» Task goal: How many lines in the records below hold the string "TIGREROS"? Answer with the number alone.

◇ ◇ ◇ ◇ ◇ ◇ ◇

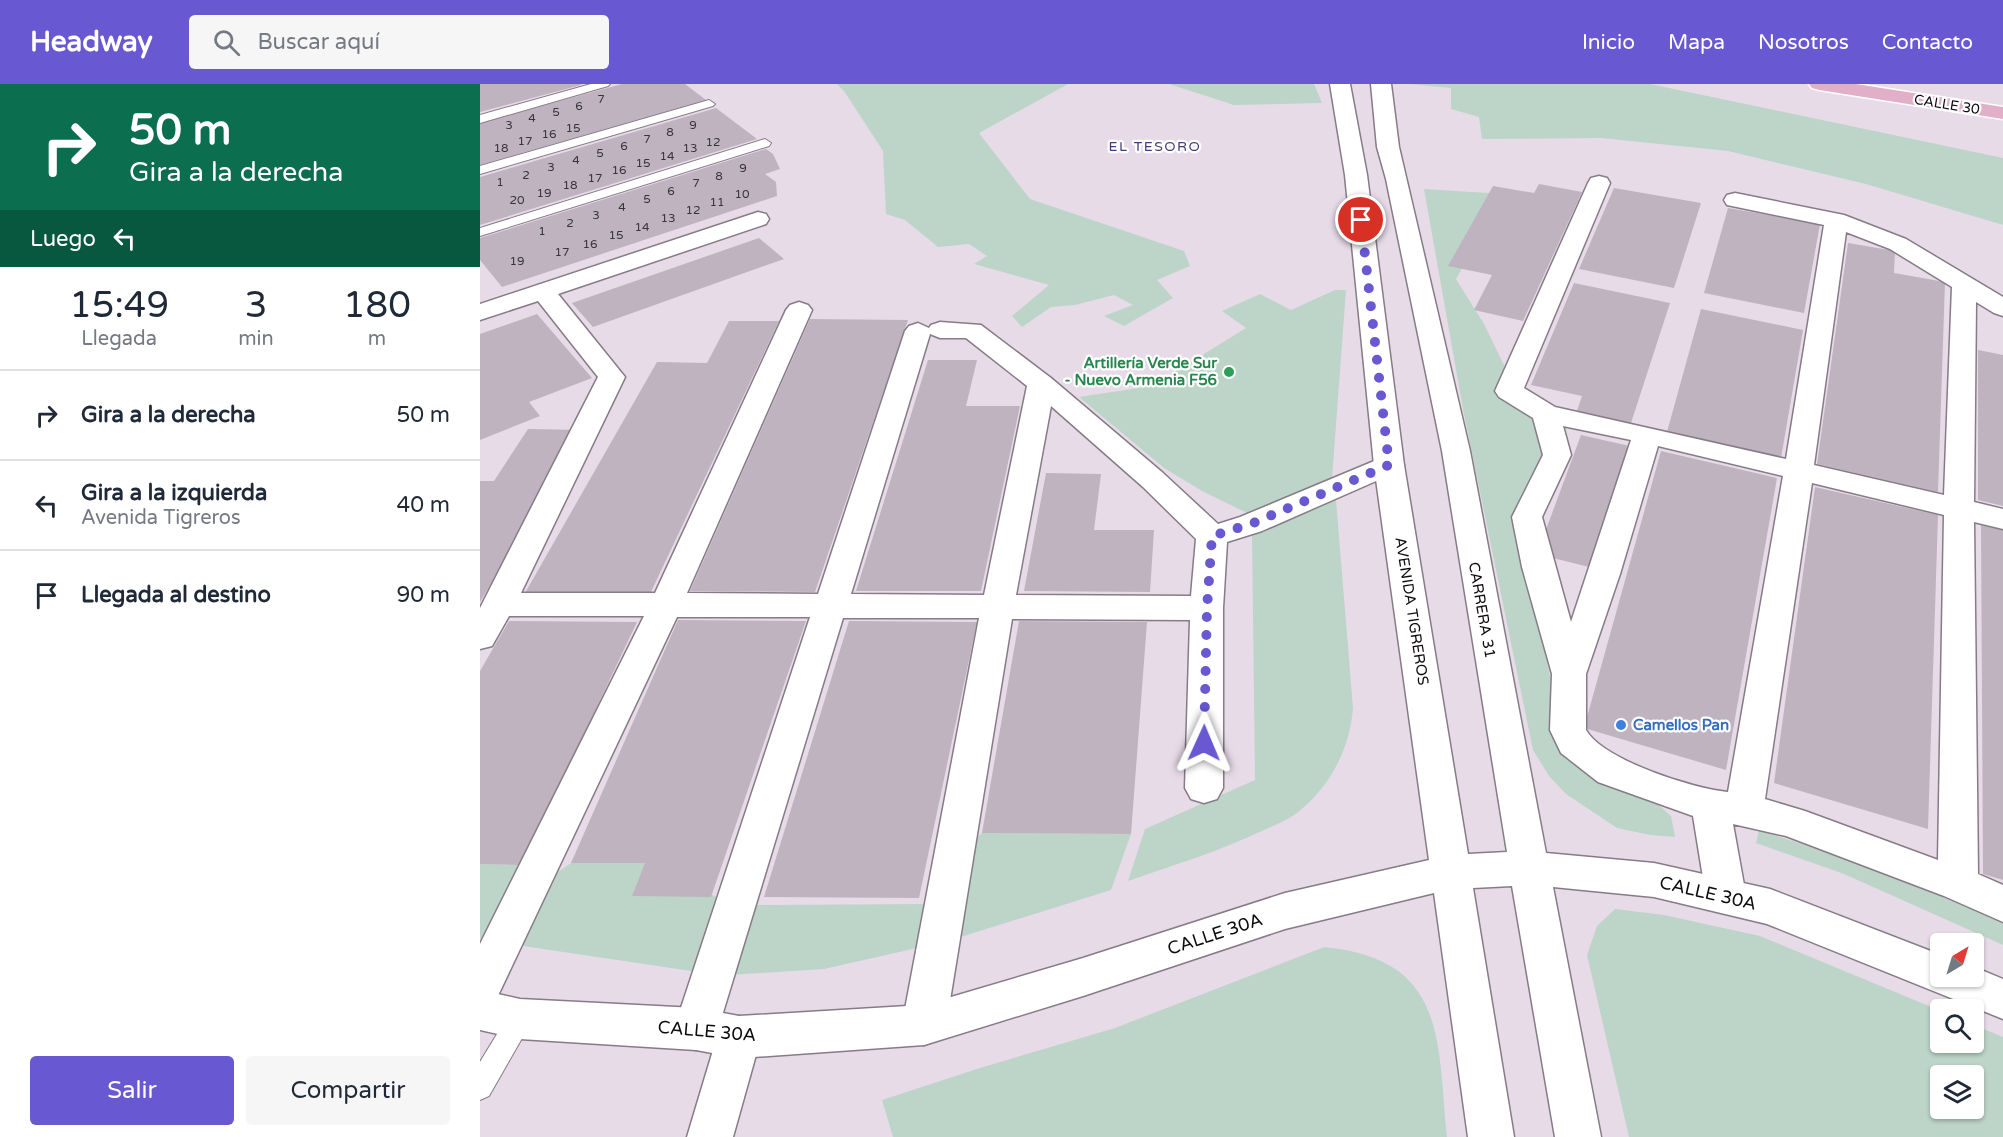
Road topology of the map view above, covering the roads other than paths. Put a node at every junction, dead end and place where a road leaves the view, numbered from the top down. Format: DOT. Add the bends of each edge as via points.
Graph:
graph roads {
  1 [pos="604,84"];
  2 [pos="1340,84"];
  3 [pos="1382,84"];
  4 [pos="1819,84"];
  5 [pos="1898,84"];
  6 [pos="2003,101"];
  7 [pos="709,104"];
  8 [pos="2003,113"];
  9 [pos="480,118"];
  10 [pos="765,143"];
  11 [pos="480,170"];
  12 [pos="1599,183"];
  13 [pos="1735,200"];
  14 [pos="758,219"];
  15 [pos="1835,226"];
  16 [pos="480,232"];
  17 [pos="1964,283"];
  18 [pos="543,291"];
  19 [pos="2003,308"];
  20 [pos="799,310"];
  21 [pos="480,312"];
  22 [pos="1041,384"];
  23 [pos="1546,414"];
  24 [pos="1647,435"];
  25 [pos="1389,465"];
  26 [pos="1799,470"];
  27 [pos="1959,509"];
  28 [pos="2003,519"];
  29 [pos="1212,536"];
  30 [pos="500,604"];
  31 [pos="666,605"];
  32 [pos="829,606"];
  33 [pos="998,606"];
  34 [pos="1207,608"];
  35 [pos="480,637"];
  36 [pos="1569,674"];
  37 [pos="1204,788"];
  38 [pos="1727,808"];
  39 [pos="1530,868"];
  40 [pos="1452,872"];
  41 [pos="1958,884"];
  42 [pos="1726,897"];
  43 [pos="2003,904"];
  44 [pos="1930,970"];
  45 [pos="1973,987"];
  46 [pos="480,988"];
  47 [pos="2003,999"];
  48 [pos="480,1010"];
  49 [pos="520,1019"];
  50 [pos="924,1024"];
  51 [pos="696,1029"];
  52 [pos="739,1037"];
  53 [pos="480,1087"];
  54 [pos="710,1137"];
  55 [pos="1491,1137"];
  56 [pos="1578,1137"];
  1 -- 9 [label="lane"];
  2 -- 25 [label="street, AVENIDA TIGREROS" via="1356,175"];
  3 -- 39 [label="street, CARRERA 31" via="1388,147 1456,451"];
  4 -- 8 [label="main road, CALLE 30"];
  5 -- 6 [label="main road, CALLE 30"];
  7 -- 11 [label="lane"];
  10 -- 16 [label="lane"];
  12 -- 23 [label="street" via="1509,390"];
  13 -- 17 [label="street" via="1836,220 1898,244"];
  14 -- 18 [label="street"];
  15 -- 26 [label="street"];
  17 -- 19 [label="street"];
  17 -- 27 [label="street"];
  18 -- 21 [label="street"];
  18 -- 30 [label="street" via="612,377"];
  20 -- 31 [label="street"];
  22 -- 29 [label="street"];
  22 -- 32 [label="street" via="972,330 929,331"];
  22 -- 33 [label="street"];
  23 -- 24 [label="street"];
  23 -- 36 [label="street" via="1557,455 1527,517"];
  24 -- 26 [label="street"];
  24 -- 36 [label="street"];
  25 -- 29 [label="street" via="1251,524"];
  25 -- 40 [label="street, AVENIDA TIGREROS"];
  26 -- 27 [label="street"];
  26 -- 38 [label="street"];
  27 -- 28 [label="street"];
  27 -- 41 [label="street"];
  29 -- 34 [label="street"];
  30 -- 31 [label="street"];
  30 -- 35 [label="street"];
  31 -- 32 [label="street"];
  31 -- 46 [label="street"];
  32 -- 33 [label="street"];
  32 -- 51 [label="street"];
  33 -- 34 [label="street"];
  33 -- 50 [label="street"];
  34 -- 37 [label="street"];
  36 -- 38 [label="street" via="1568,730 1574,743 1611,772"];
  38 -- 41 [label="street" via="1791,822"];
  38 -- 42 [label="street"];
  39 -- 40 [label="street, CALLE 30A"];
  39 -- 42 [label="street, CALLE 30A" via="1654,880"];
  39 -- 56 [label="street, CARRERA 31"];
  40 -- 50 [label="street, CALLE 30A" via="1285,911"];
  40 -- 55 [label="street, AVENIDA TIGREROS"];
  41 -- 43 [label="street"];
  42 -- 44 [label="street, CALLE 30A" via="1770,907"];
  45 -- 47 [label="street"];
  48 -- 49 [label="street, CALLE 30A"];
  49 -- 51 [label="street, CALLE 30A"];
  49 -- 53 [label="lane"];
  50 -- 52 [label="street, CALLE 30A"];
  51 -- 52 [label="street, CALLE 30A"];
  52 -- 54 [label="street"];
}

◇ ◇ ◇ ◇ ◇ ◇ ◇

» Answer section: 3